§ Dataset records:
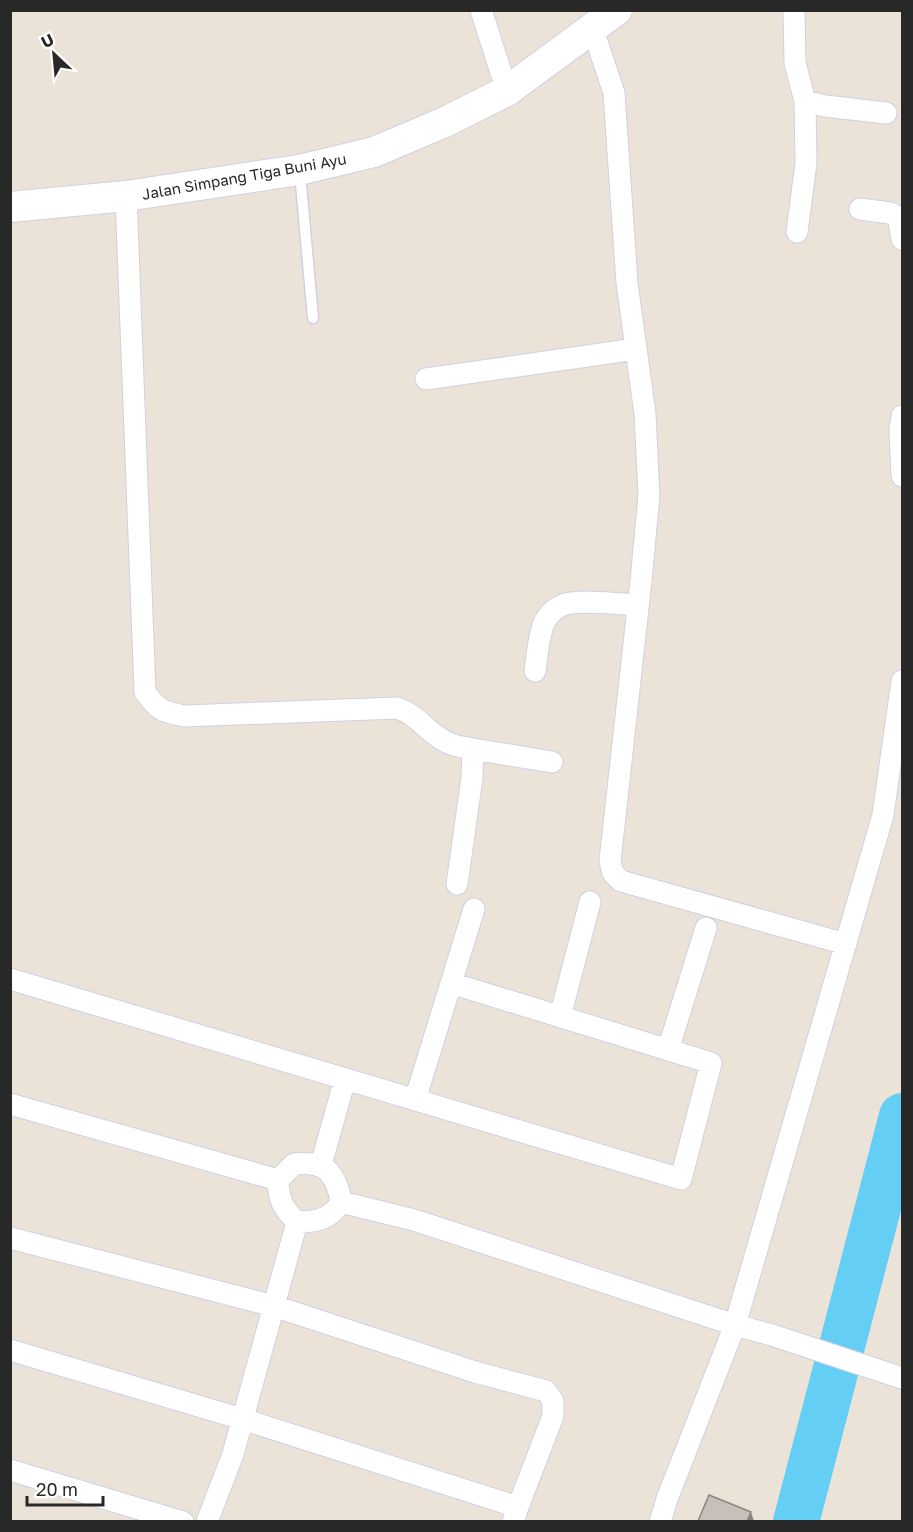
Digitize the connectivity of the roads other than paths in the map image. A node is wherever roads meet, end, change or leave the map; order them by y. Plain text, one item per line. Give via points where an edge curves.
1 (481, 10) edge
2 (617, 10) edge
3 (794, 10) edge
4 (592, 27) junction
5 (507, 91) junction
6 (805, 101) junction
7 (886, 113) dead end
8 (299, 170) junction
9 (126, 196) junction
10 (10, 207) edge
11 (860, 209) dead end
12 (797, 232) dead end
13 (903, 239) edge
14 (313, 318) dead end
15 (636, 350) junction
16 (426, 379) dead end
17 (903, 416) edge
18 (903, 476) edge
19 (638, 605) junction
20 (535, 671) dead end
21 (903, 681) edge
22 (473, 748) junction
23 (552, 762) dead end
24 (457, 884) dead end
25 (590, 902) dead end
26 (474, 909) dead end
27 (706, 928) dead end
28 (846, 944) junction
29 (10, 979) edge
30 (451, 983) junction
31 (560, 1017) junction
32 (668, 1050) junction
33 (345, 1079) junction
34 (415, 1100) junction
35 (10, 1104) edge
36 (321, 1165) junction
37 (278, 1180) junction
38 (341, 1202) junction
39 (297, 1221) junction
40 (10, 1238) edge
41 (274, 1306) junction
42 (735, 1325) junction
43 (10, 1350) edge
44 (903, 1378) edge
45 (242, 1419) junction
46 (10, 1470) edge
47 (515, 1514) edge
48 (183, 1521) edge
49 (207, 1521) edge
50 (660, 1521) edge

1 - 5 street
2 - 4 main road, Jalan Simpang Tiga Buni Ayu
3 - 6 street via 795,63
4 - 5 main road, Jalan Simpang Tiga Buni Ayu
4 - 15 street via 614,93 627,283
5 - 8 main road, Jalan Simpang Tiga Buni Ayu via 374,152
6 - 7 street
6 - 12 street via 807,163
8 - 9 main road, Jalan Simpang Tiga Buni Ayu
8 - 14 lane
9 - 10 main road, Jalan Simpang Tiga Buni Ayu
9 - 22 street via 145,692 163,712 183,716 397,708 416,717 453,746
11 - 13 street via 898,217
15 - 16 street
15 - 19 street via 645,414 649,495
17 - 18 street
19 - 20 street via 602,602 564,604 556,609 542,629
19 - 28 street via 610,861 613,873 621,881
21 - 28 street via 883,815
22 - 23 street
22 - 24 street
25 - 31 street
26 - 30 street
27 - 32 street
28 - 42 street
29 - 33 street
30 - 31 street
30 - 34 street
31 - 32 street
32 - 34 street via 711,1063 681,1179
33 - 34 street
33 - 36 street
35 - 37 street
36 - 37 street via 294,1164
36 - 38 street via 331,1173
37 - 39 street via 285,1210
38 - 39 street via 326,1217
38 - 42 street via 414,1220
39 - 41 street
40 - 41 street
41 - 45 street
41 - 47 street via 475,1372 546,1391 553,1401 553,1416
42 - 44 street
42 - 50 street
43 - 45 street
45 - 47 street
45 - 49 street
46 - 48 street

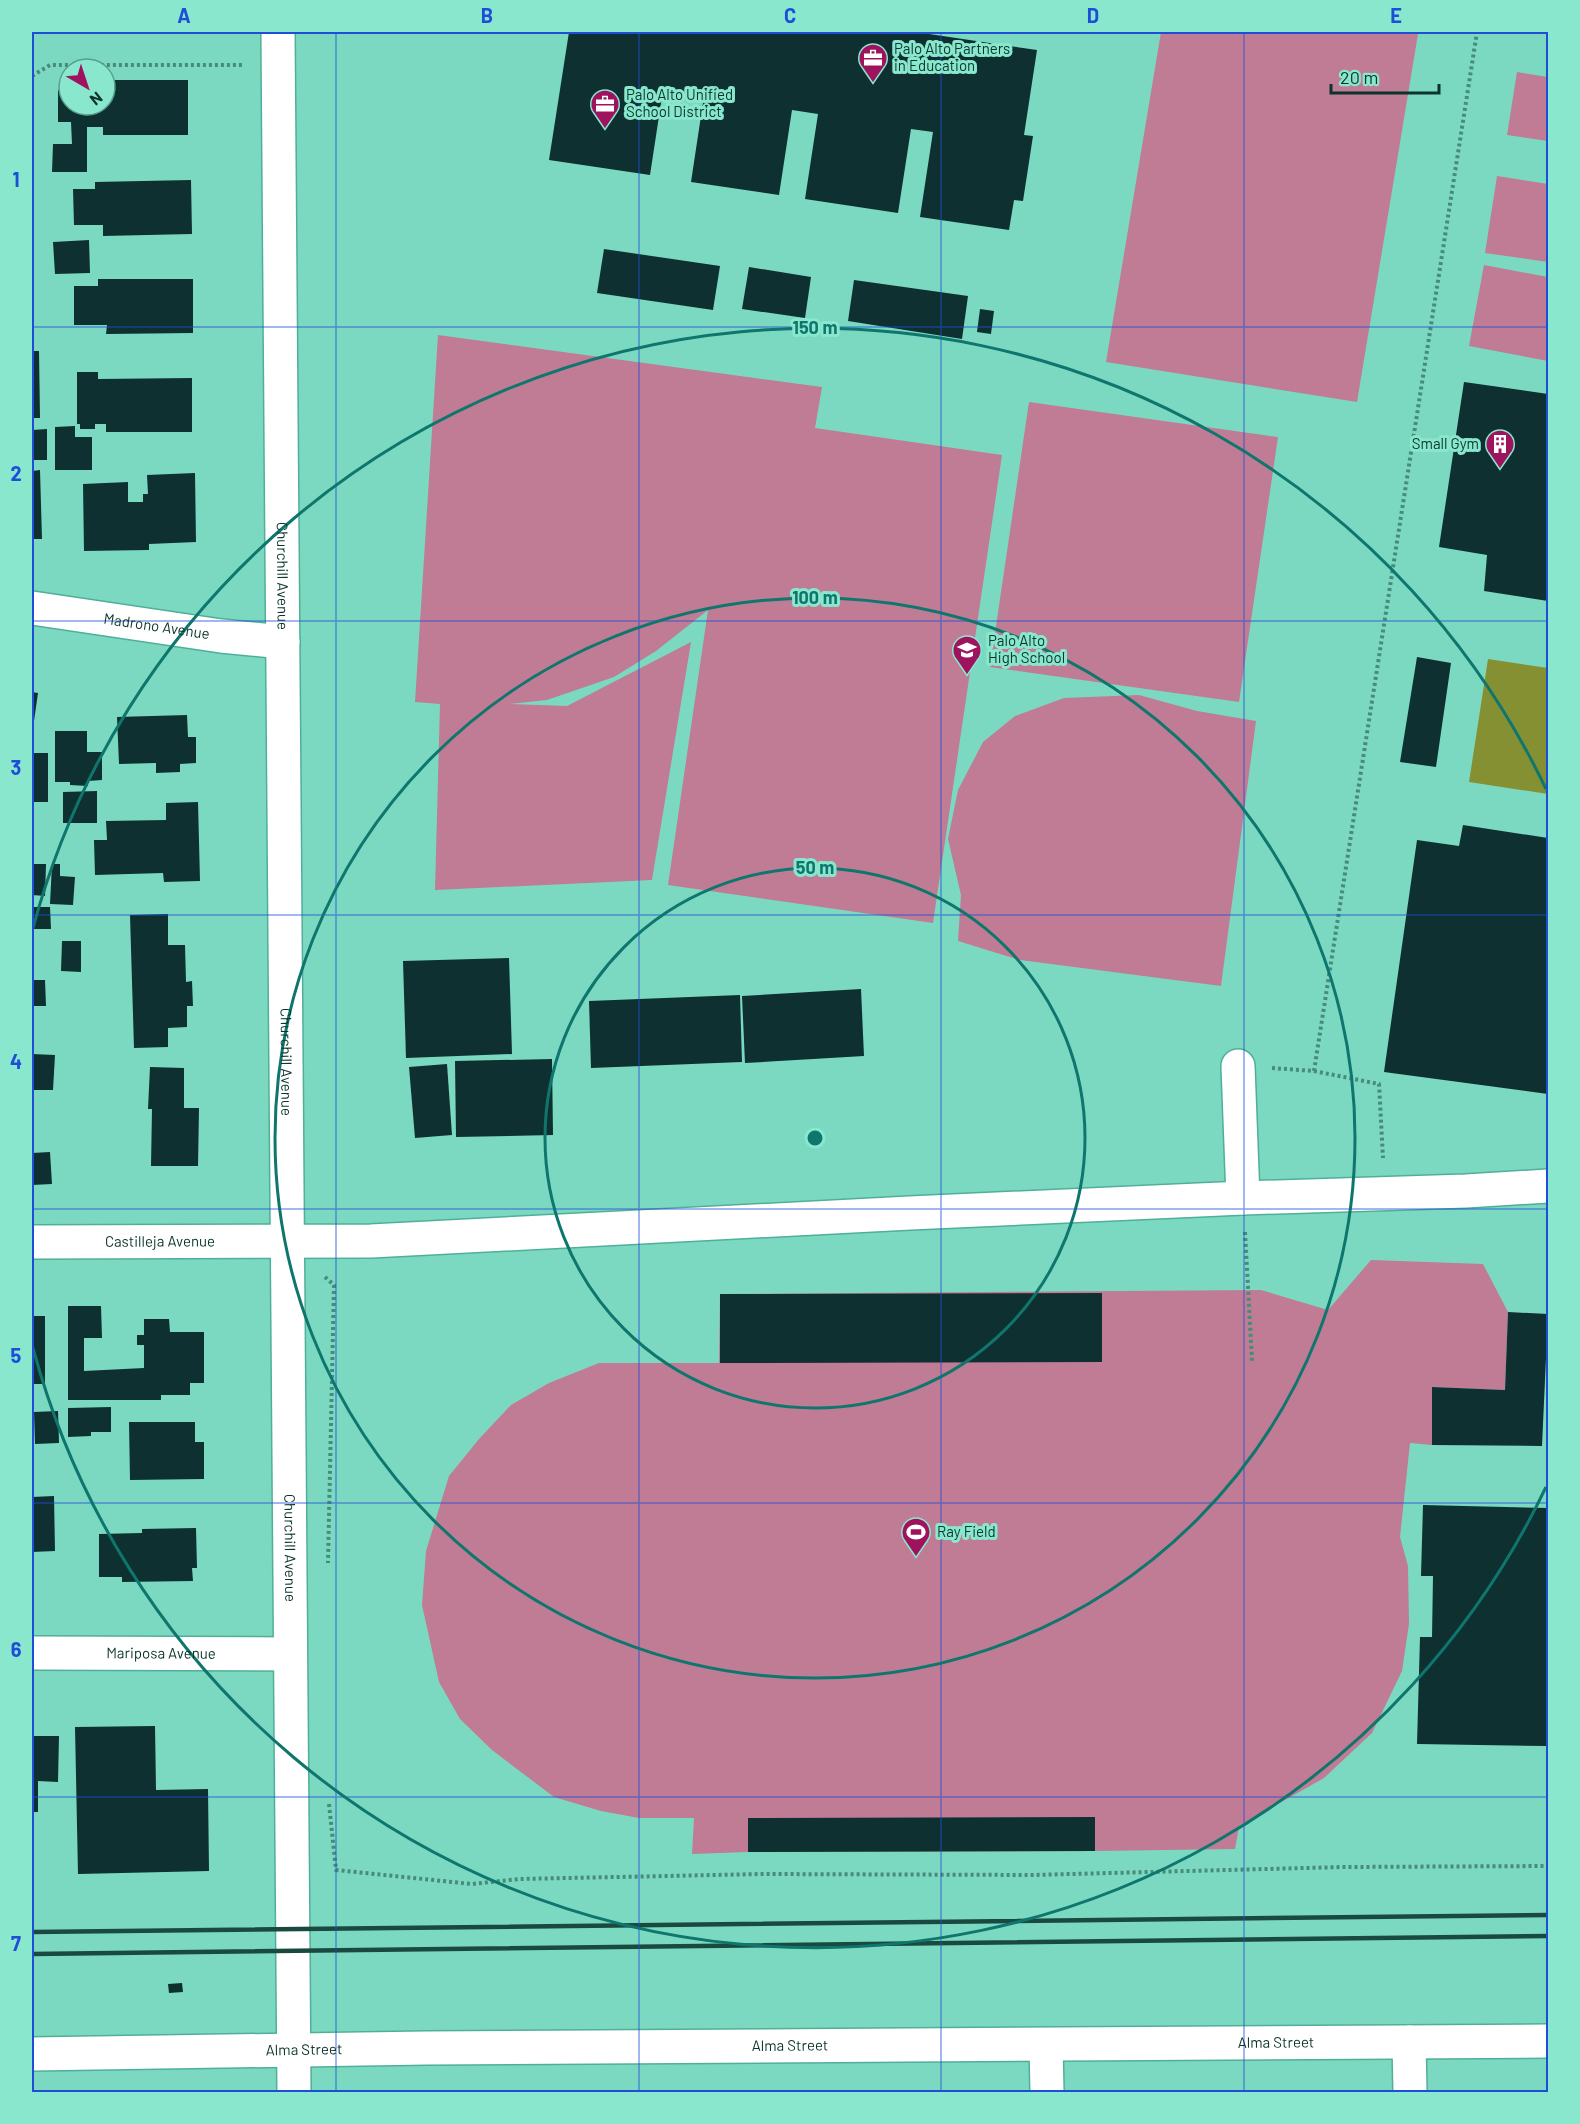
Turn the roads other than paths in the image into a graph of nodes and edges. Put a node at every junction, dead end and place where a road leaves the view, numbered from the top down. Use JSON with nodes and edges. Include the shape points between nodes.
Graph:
{"nodes":[{"id":1,"x":278,"y":32,"type":"edge"},
{"id":2,"x":32,"y":608,"type":"edge"},
{"id":3,"x":283,"y":642,"type":"junction"},
{"id":4,"x":1238,"y":1066,"type":"road end"},
{"id":5,"x":1548,"y":1186,"type":"edge"},
{"id":6,"x":1243,"y":1198,"type":"junction"},
{"id":7,"x":286,"y":1241,"type":"junction"},
{"id":8,"x":32,"y":1242,"type":"edge"},
{"id":9,"x":32,"y":1653,"type":"edge"},
{"id":10,"x":290,"y":1654,"type":"junction"},
{"id":11,"x":1548,"y":2041,"type":"edge"},
{"id":12,"x":1409,"y":2042,"type":"junction"},
{"id":13,"x":1046,"y":2045,"type":"junction"},
{"id":14,"x":293,"y":2050,"type":"junction"},
{"id":15,"x":32,"y":2054,"type":"edge"},
{"id":16,"x":294,"y":2092,"type":"edge"},
{"id":17,"x":1047,"y":2092,"type":"edge"},
{"id":18,"x":1410,"y":2092,"type":"edge"}],
"edges":[{"from":1,"to":3,"type":"street","name":"Churchill Avenue"},
{"from":2,"to":3,"type":"street","name":"Madrono Avenue"},
{"from":3,"to":7,"type":"street","name":"Churchill Avenue"},
{"from":4,"to":6,"type":"street"},
{"from":5,"to":6,"type":"street","name":"Castilleja Avenue"},
{"from":6,"to":7,"type":"street","name":"Castilleja Avenue","via":[[371,1241]]},
{"from":7,"to":8,"type":"street","name":"Castilleja Avenue"},
{"from":7,"to":10,"type":"street","name":"Churchill Avenue"},
{"from":9,"to":10,"type":"street","name":"Mariposa Avenue"},
{"from":10,"to":14,"type":"street","name":"Churchill Avenue"},
{"from":11,"to":12,"type":"street","name":"Alma Street"},
{"from":12,"to":13,"type":"street","name":"Alma Street"},
{"from":12,"to":18,"type":"street"},
{"from":13,"to":14,"type":"street","name":"Alma Street"},
{"from":13,"to":17,"type":"street"},
{"from":14,"to":15,"type":"street","name":"Alma Street"},
{"from":14,"to":16,"type":"street","name":"Churchill Avenue"}]}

§ Task item:
Your task is to retype the listing exactly, without its pictures.

§ Answer to this task:
Digitize the connectivity of the roads other than paths in the map image. A node is wherever roads meet, end, change or leave the map; order them by y. Plain text, one item per line. Give via points where an edge curves.
1 (481, 10) edge
2 (617, 10) edge
3 (794, 10) edge
4 (592, 27) junction
5 (507, 91) junction
6 (805, 101) junction
7 (886, 113) dead end
8 (299, 170) junction
9 (126, 196) junction
10 (10, 207) edge
11 (860, 209) dead end
12 (797, 232) dead end
13 (903, 239) edge
14 (313, 318) dead end
15 (636, 350) junction
16 (426, 379) dead end
17 (903, 416) edge
18 (903, 476) edge
19 (638, 605) junction
20 (535, 671) dead end
21 (903, 681) edge
22 (473, 748) junction
23 (552, 762) dead end
24 (457, 884) dead end
25 (590, 902) dead end
26 (474, 909) dead end
27 (706, 928) dead end
28 (846, 944) junction
29 (10, 979) edge
30 (451, 983) junction
31 (560, 1017) junction
32 (668, 1050) junction
33 (345, 1079) junction
34 (415, 1100) junction
35 (10, 1104) edge
36 (321, 1165) junction
37 (278, 1180) junction
38 (341, 1202) junction
39 (297, 1221) junction
40 (10, 1238) edge
41 (274, 1306) junction
42 (735, 1325) junction
43 (10, 1350) edge
44 (903, 1378) edge
45 (242, 1419) junction
46 (10, 1470) edge
47 (515, 1514) edge
48 (183, 1521) edge
49 (207, 1521) edge
50 (660, 1521) edge

1 - 5 street
2 - 4 main road, Jalan Simpang Tiga Buni Ayu
3 - 6 street via 795,63
4 - 5 main road, Jalan Simpang Tiga Buni Ayu
4 - 15 street via 614,93 627,283
5 - 8 main road, Jalan Simpang Tiga Buni Ayu via 374,152
6 - 7 street
6 - 12 street via 807,163
8 - 9 main road, Jalan Simpang Tiga Buni Ayu
8 - 14 lane
9 - 10 main road, Jalan Simpang Tiga Buni Ayu
9 - 22 street via 145,692 163,712 183,716 397,708 416,717 453,746
11 - 13 street via 898,217
15 - 16 street
15 - 19 street via 645,414 649,495
17 - 18 street
19 - 20 street via 602,602 564,604 556,609 542,629
19 - 28 street via 610,861 613,873 621,881
21 - 28 street via 883,815
22 - 23 street
22 - 24 street
25 - 31 street
26 - 30 street
27 - 32 street
28 - 42 street
29 - 33 street
30 - 31 street
30 - 34 street
31 - 32 street
32 - 34 street via 711,1063 681,1179
33 - 34 street
33 - 36 street
35 - 37 street
36 - 37 street via 294,1164
36 - 38 street via 331,1173
37 - 39 street via 285,1210
38 - 39 street via 326,1217
38 - 42 street via 414,1220
39 - 41 street
40 - 41 street
41 - 45 street
41 - 47 street via 475,1372 546,1391 553,1401 553,1416
42 - 44 street
42 - 50 street
43 - 45 street
45 - 47 street
45 - 49 street
46 - 48 street

Turn the roads other than paths in the image into a graph of nodes and edges. Put a node at every junction, dead end and place where a road leaves the view, numbered from the top down. Use JSON with nodes and edges. Include the shape points between nodes.
Graph:
{"nodes":[{"id":1,"x":278,"y":32,"type":"edge"},
{"id":2,"x":32,"y":608,"type":"edge"},
{"id":3,"x":283,"y":642,"type":"junction"},
{"id":4,"x":1238,"y":1066,"type":"road end"},
{"id":5,"x":1548,"y":1186,"type":"edge"},
{"id":6,"x":1243,"y":1198,"type":"junction"},
{"id":7,"x":286,"y":1241,"type":"junction"},
{"id":8,"x":32,"y":1242,"type":"edge"},
{"id":9,"x":32,"y":1653,"type":"edge"},
{"id":10,"x":290,"y":1654,"type":"junction"},
{"id":11,"x":1548,"y":2041,"type":"edge"},
{"id":12,"x":1409,"y":2042,"type":"junction"},
{"id":13,"x":1046,"y":2045,"type":"junction"},
{"id":14,"x":293,"y":2050,"type":"junction"},
{"id":15,"x":32,"y":2054,"type":"edge"},
{"id":16,"x":294,"y":2092,"type":"edge"},
{"id":17,"x":1047,"y":2092,"type":"edge"},
{"id":18,"x":1410,"y":2092,"type":"edge"}],
"edges":[{"from":1,"to":3,"type":"street","name":"Churchill Avenue"},
{"from":2,"to":3,"type":"street","name":"Madrono Avenue"},
{"from":3,"to":7,"type":"street","name":"Churchill Avenue"},
{"from":4,"to":6,"type":"street"},
{"from":5,"to":6,"type":"street","name":"Castilleja Avenue"},
{"from":6,"to":7,"type":"street","name":"Castilleja Avenue","via":[[371,1241]]},
{"from":7,"to":8,"type":"street","name":"Castilleja Avenue"},
{"from":7,"to":10,"type":"street","name":"Churchill Avenue"},
{"from":9,"to":10,"type":"street","name":"Mariposa Avenue"},
{"from":10,"to":14,"type":"street","name":"Churchill Avenue"},
{"from":11,"to":12,"type":"street","name":"Alma Street"},
{"from":12,"to":13,"type":"street","name":"Alma Street"},
{"from":12,"to":18,"type":"street"},
{"from":13,"to":14,"type":"street","name":"Alma Street"},
{"from":13,"to":17,"type":"street"},
{"from":14,"to":15,"type":"street","name":"Alma Street"},
{"from":14,"to":16,"type":"street","name":"Churchill Avenue"}]}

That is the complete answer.